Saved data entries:
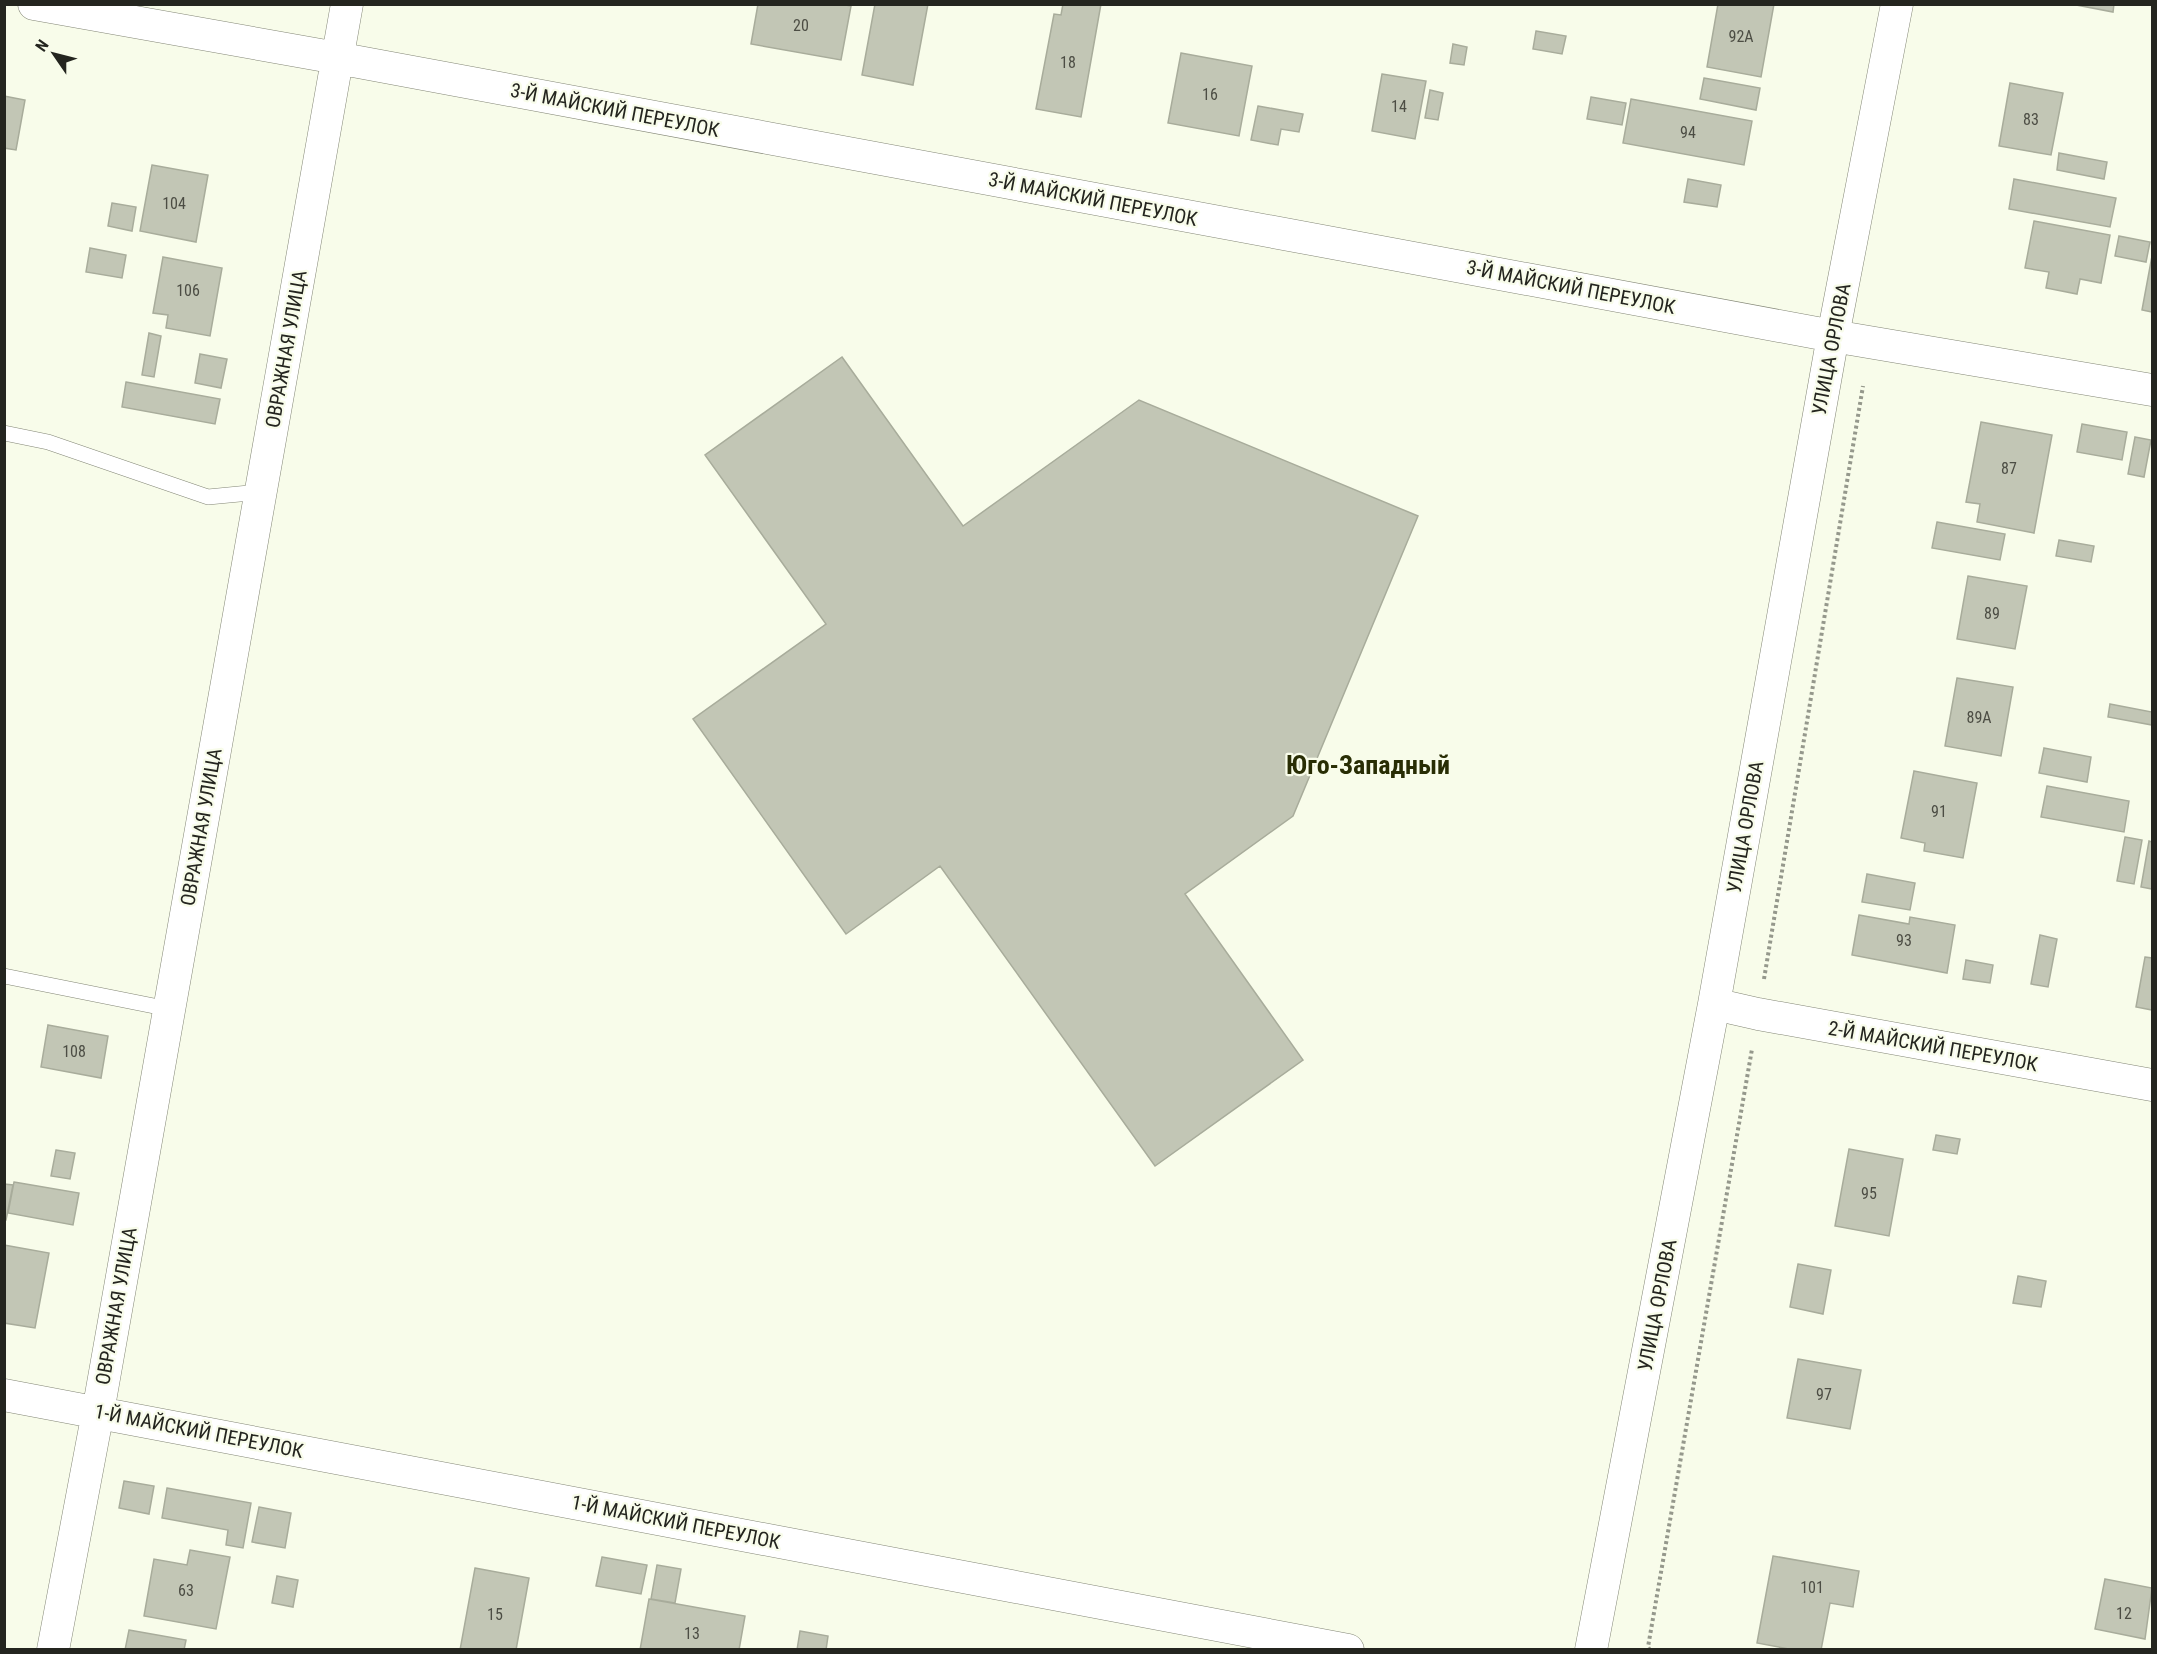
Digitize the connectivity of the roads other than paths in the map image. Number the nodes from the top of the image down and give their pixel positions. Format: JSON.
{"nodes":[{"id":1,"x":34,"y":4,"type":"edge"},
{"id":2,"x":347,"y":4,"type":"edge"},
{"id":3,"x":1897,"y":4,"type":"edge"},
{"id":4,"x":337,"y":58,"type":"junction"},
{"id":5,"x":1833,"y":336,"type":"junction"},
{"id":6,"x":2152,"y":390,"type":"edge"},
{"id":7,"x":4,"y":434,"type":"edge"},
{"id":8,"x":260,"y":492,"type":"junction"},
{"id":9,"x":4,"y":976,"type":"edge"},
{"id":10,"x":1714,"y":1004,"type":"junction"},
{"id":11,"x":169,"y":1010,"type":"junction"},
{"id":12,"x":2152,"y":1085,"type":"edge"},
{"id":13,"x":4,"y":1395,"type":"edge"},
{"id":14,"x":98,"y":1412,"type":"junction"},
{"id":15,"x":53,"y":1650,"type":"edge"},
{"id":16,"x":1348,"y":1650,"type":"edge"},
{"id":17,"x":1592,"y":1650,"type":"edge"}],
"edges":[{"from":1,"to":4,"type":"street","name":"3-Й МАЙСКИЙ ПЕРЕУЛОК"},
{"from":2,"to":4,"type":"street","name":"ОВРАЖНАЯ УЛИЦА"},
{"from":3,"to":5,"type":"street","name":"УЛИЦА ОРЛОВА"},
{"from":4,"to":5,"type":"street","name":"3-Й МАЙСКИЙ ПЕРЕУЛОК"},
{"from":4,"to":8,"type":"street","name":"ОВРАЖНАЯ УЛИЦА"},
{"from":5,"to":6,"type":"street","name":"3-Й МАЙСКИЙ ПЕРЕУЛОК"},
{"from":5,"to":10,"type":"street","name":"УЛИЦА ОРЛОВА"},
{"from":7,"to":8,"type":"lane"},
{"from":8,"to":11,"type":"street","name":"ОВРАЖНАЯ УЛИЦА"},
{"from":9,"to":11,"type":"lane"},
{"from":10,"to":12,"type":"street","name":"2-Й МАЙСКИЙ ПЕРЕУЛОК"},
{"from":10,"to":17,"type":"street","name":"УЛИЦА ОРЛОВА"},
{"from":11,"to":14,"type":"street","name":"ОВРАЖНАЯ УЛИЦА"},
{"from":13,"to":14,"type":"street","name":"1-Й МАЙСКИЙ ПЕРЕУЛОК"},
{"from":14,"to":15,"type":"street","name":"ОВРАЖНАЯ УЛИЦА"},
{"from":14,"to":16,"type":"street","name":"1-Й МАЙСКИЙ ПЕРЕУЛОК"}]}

▶ WHAT IS REQUIRED
Omit every picture, and otherwise quote the entries exactly.

▶ SOLUTION TO THE PROBLEM
Digitize the connectivity of the roads other than paths in the map image. Number the nodes from the top of the image down and give their pixel positions. Format: JSON.
{"nodes":[{"id":1,"x":34,"y":4,"type":"edge"},
{"id":2,"x":347,"y":4,"type":"edge"},
{"id":3,"x":1897,"y":4,"type":"edge"},
{"id":4,"x":337,"y":58,"type":"junction"},
{"id":5,"x":1833,"y":336,"type":"junction"},
{"id":6,"x":2152,"y":390,"type":"edge"},
{"id":7,"x":4,"y":434,"type":"edge"},
{"id":8,"x":260,"y":492,"type":"junction"},
{"id":9,"x":4,"y":976,"type":"edge"},
{"id":10,"x":1714,"y":1004,"type":"junction"},
{"id":11,"x":169,"y":1010,"type":"junction"},
{"id":12,"x":2152,"y":1085,"type":"edge"},
{"id":13,"x":4,"y":1395,"type":"edge"},
{"id":14,"x":98,"y":1412,"type":"junction"},
{"id":15,"x":53,"y":1650,"type":"edge"},
{"id":16,"x":1348,"y":1650,"type":"edge"},
{"id":17,"x":1592,"y":1650,"type":"edge"}],
"edges":[{"from":1,"to":4,"type":"street","name":"3-Й МАЙСКИЙ ПЕРЕУЛОК"},
{"from":2,"to":4,"type":"street","name":"ОВРАЖНАЯ УЛИЦА"},
{"from":3,"to":5,"type":"street","name":"УЛИЦА ОРЛОВА"},
{"from":4,"to":5,"type":"street","name":"3-Й МАЙСКИЙ ПЕРЕУЛОК"},
{"from":4,"to":8,"type":"street","name":"ОВРАЖНАЯ УЛИЦА"},
{"from":5,"to":6,"type":"street","name":"3-Й МАЙСКИЙ ПЕРЕУЛОК"},
{"from":5,"to":10,"type":"street","name":"УЛИЦА ОРЛОВА"},
{"from":7,"to":8,"type":"lane"},
{"from":8,"to":11,"type":"street","name":"ОВРАЖНАЯ УЛИЦА"},
{"from":9,"to":11,"type":"lane"},
{"from":10,"to":12,"type":"street","name":"2-Й МАЙСКИЙ ПЕРЕУЛОК"},
{"from":10,"to":17,"type":"street","name":"УЛИЦА ОРЛОВА"},
{"from":11,"to":14,"type":"street","name":"ОВРАЖНАЯ УЛИЦА"},
{"from":13,"to":14,"type":"street","name":"1-Й МАЙСКИЙ ПЕРЕУЛОК"},
{"from":14,"to":15,"type":"street","name":"ОВРАЖНАЯ УЛИЦА"},
{"from":14,"to":16,"type":"street","name":"1-Й МАЙСКИЙ ПЕРЕУЛОК"}]}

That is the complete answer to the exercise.